Most of the show’s Gelflings were hand puppets, which meant they were operated by puppeteers who either kept out of camera frame or wore bluescreened or greenscreened materials to be digitally erased via VFX later. However, several shots of Gelflings walking, running or performing stunts required something extra. In those cases, DNEG crafted CG versions of the characters after acquiring scans of the puppets themselves. When it came time to animating them, much emphasis was placed on how Gelflings moved in ‘puppeteer space’, as Mathiesen relates.

This screenshot from The Crystal Calls: Making ‘The Dark Crystal: Age of Resistance shows some of the CG character work being done.

“Kevin Clash, who was the puppet captain on the show, talked a lot to me about how Jim Henson had made Gelflings walk and how puppeteers would imitate that walk for the original film. So, you have a puppeteer who is bent over sideways. His arm is up in the air and his hand is talking through the Gelfling’s head. And he would walk through a frame – but not be seen by the camera – and he would bounce his body. And he talked about the fact that Jim would really use his whole body all the way down to his knees and ankles, instead of just bobbing from the shoulder.”

The point is that Henson would move his whole body to get the walking motion, not just ‘fake’ it with hand and shoulder action. “It meant the arm, the shoulder and elbow of the puppeteer stayed more stationary and the body was doing the heavy lifting to give the Gelflings a walk cycle,” says Mathiesen.

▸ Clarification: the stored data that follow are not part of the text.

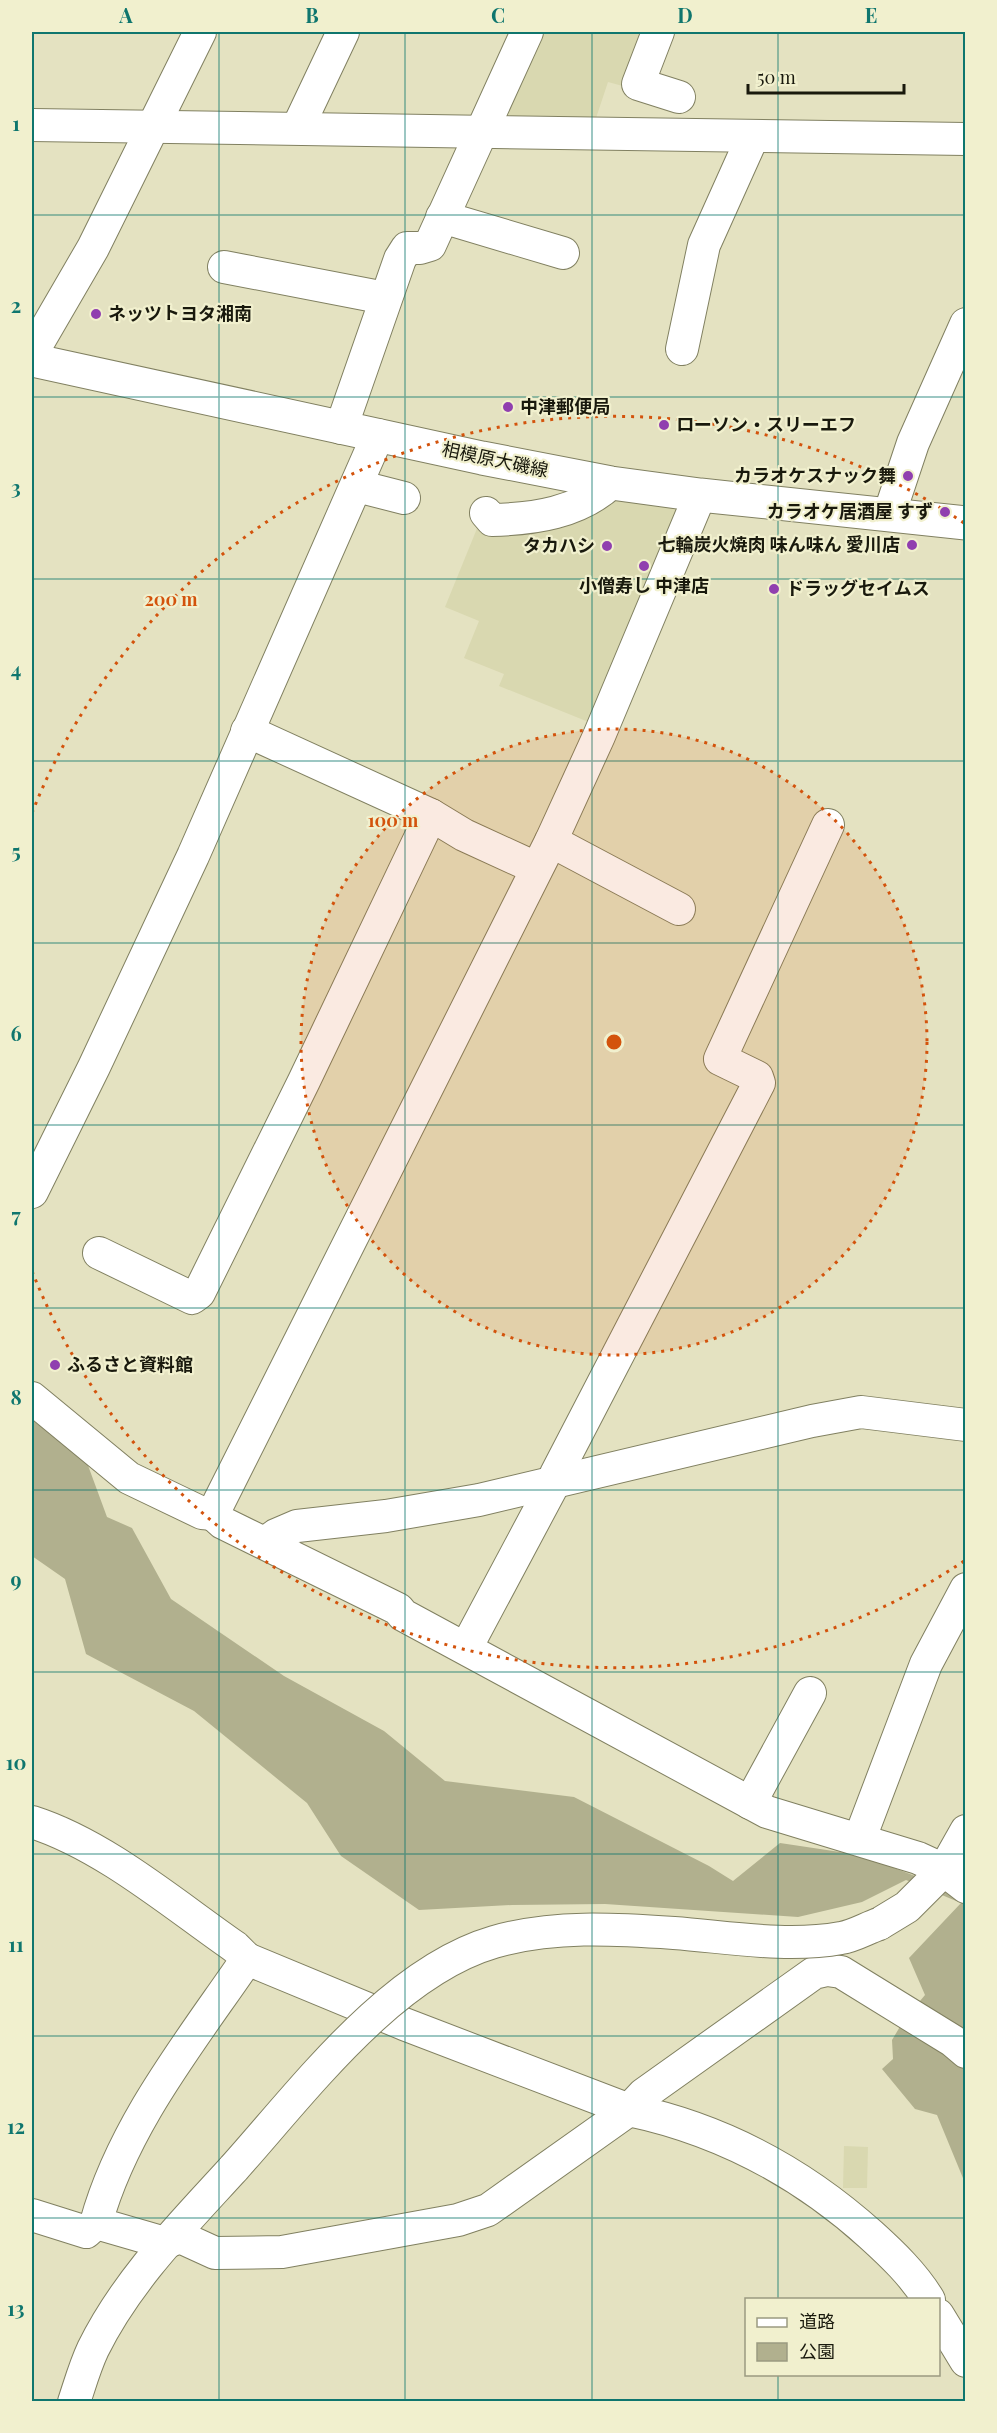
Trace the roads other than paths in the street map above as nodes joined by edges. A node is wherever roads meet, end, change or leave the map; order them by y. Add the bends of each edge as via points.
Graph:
1 (200, 32) edge
2 (343, 32) edge
3 (527, 32) edge
4 (658, 32) edge
5 (680, 97) dead end
6 (32, 125) edge
7 (153, 127) junction
8 (298, 127) junction
9 (482, 132) junction
10 (753, 136) junction
11 (966, 139) edge
12 (442, 217) junction
13 (553, 243) dead end
14 (224, 267) dead end
15 (385, 298) junction
16 (964, 330) edge
17 (682, 349) dead end
18 (32, 353) edge
19 (32, 360) edge
20 (341, 428) junction
21 (378, 435) junction
22 (611, 483) junction
23 (357, 486) junction
24 (700, 495) junction
25 (404, 498) dead end
26 (486, 513) dead end
27 (889, 515) junction
28 (966, 523) edge
29 (247, 731) junction
30 (431, 814) junction
31 (828, 825) dead end
32 (551, 841) junction
33 (536, 868) junction
34 (679, 909) dead end
35 (32, 1192) edge
36 (99, 1253) dead end
37 (32, 1398) edge
38 (966, 1425) edge
39 (554, 1483) junction
40 (213, 1514) junction
41 (265, 1543) junction
42 (966, 1589) edge
43 (466, 1648) junction
44 (800, 1701) dead end
45 (750, 1803) junction
46 (32, 1821) edge
47 (966, 1831) edge
48 (860, 1838) junction
49 (955, 1878) edge
50 (247, 1959) junction
51 (966, 2052) edge
52 (629, 2110) junction
53 (32, 2215) edge
54 (96, 2223) junction
55 (165, 2243) junction
56 (927, 2298) edge
57 (940, 2317) edge
58 (966, 2361) edge
59 (74, 2402) edge

1 - 7 street
2 - 8 street
3 - 9 street
4 - 5 street via 638,84
6 - 7 street
7 - 8 street
7 - 18 street via 93,248
8 - 9 street
9 - 10 street
9 - 12 street
10 - 11 street
10 - 17 street via 704,245
12 - 13 street
12 - 15 street via 430,245 407,248
14 - 15 street
15 - 20 street
16 - 27 street via 913,443
19 - 20 main road, 相模原大磯線
20 - 21 main road, 相模原大磯線
21 - 22 main road, 相模原大磯線
21 - 23 street
22 - 24 main road, 相模原大磯線
22 - 26 street via 597,496 531,519 492,520
23 - 25 street
23 - 29 street
24 - 27 main road, 相模原大磯線
24 - 32 street
27 - 28 main road, 相模原大磯線
29 - 30 street
29 - 35 street via 163,921
30 - 33 street via 464,835
30 - 36 street via 199,1293 192,1298
31 - 39 street via 720,1059 757,1077 759,1083
32 - 33 street
32 - 34 street
33 - 40 street
37 - 40 street via 129,1478 202,1513
38 - 39 street via 861,1412
39 - 41 street via 386,1516 297,1526
39 - 43 street
40 - 41 street
41 - 43 street via 398,1609
42 - 48 street via 926,1664
43 - 45 street
44 - 45 street
45 - 48 street via 767,1812
46 - 50 street via 108,1859
47 - 49 street
48 - 49 street via 918,1858
49 - 55 street, bridge via 879,1924 843,1938 793,1942 609,1929 540,1932 493,1942 447,1962 400,1993 362,2026
50 - 52 street
50 - 54 street via 136,2127 104,2194
51 - 52 street via 841,1972 814,1972 644,2094
52 - 55 street via 488,2210 458,2220 282,2252 215,2253 180,2237
52 - 56 street via 660,2117 747,2149 801,2180 888,2250
53 - 54 street via 86,2232
54 - 55 street
55 - 59 street via 125,2294 97,2341
57 - 58 street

This was one way in which the Gelflings were puppeteered on set.

DNEG’s team of artists would analyze the puppeteer ‘walk cycle’ on Age of Resistance and apply that to the CG Gelfling, submitting tests to director Louis Leterrier for review. “It was just many, many iterations of analyzing what the puppeteers would do, but only as a half-body because there is no way to imitate an actual walk cycle of a puppet, because they can’t walk,” says Mathiesen. “It had to match the kind of hyperreal way that a puppeteer does that walk. We would have to incorporate that into our animation pipeline.”

Images courtesy of DNEG © 2019 Netflix.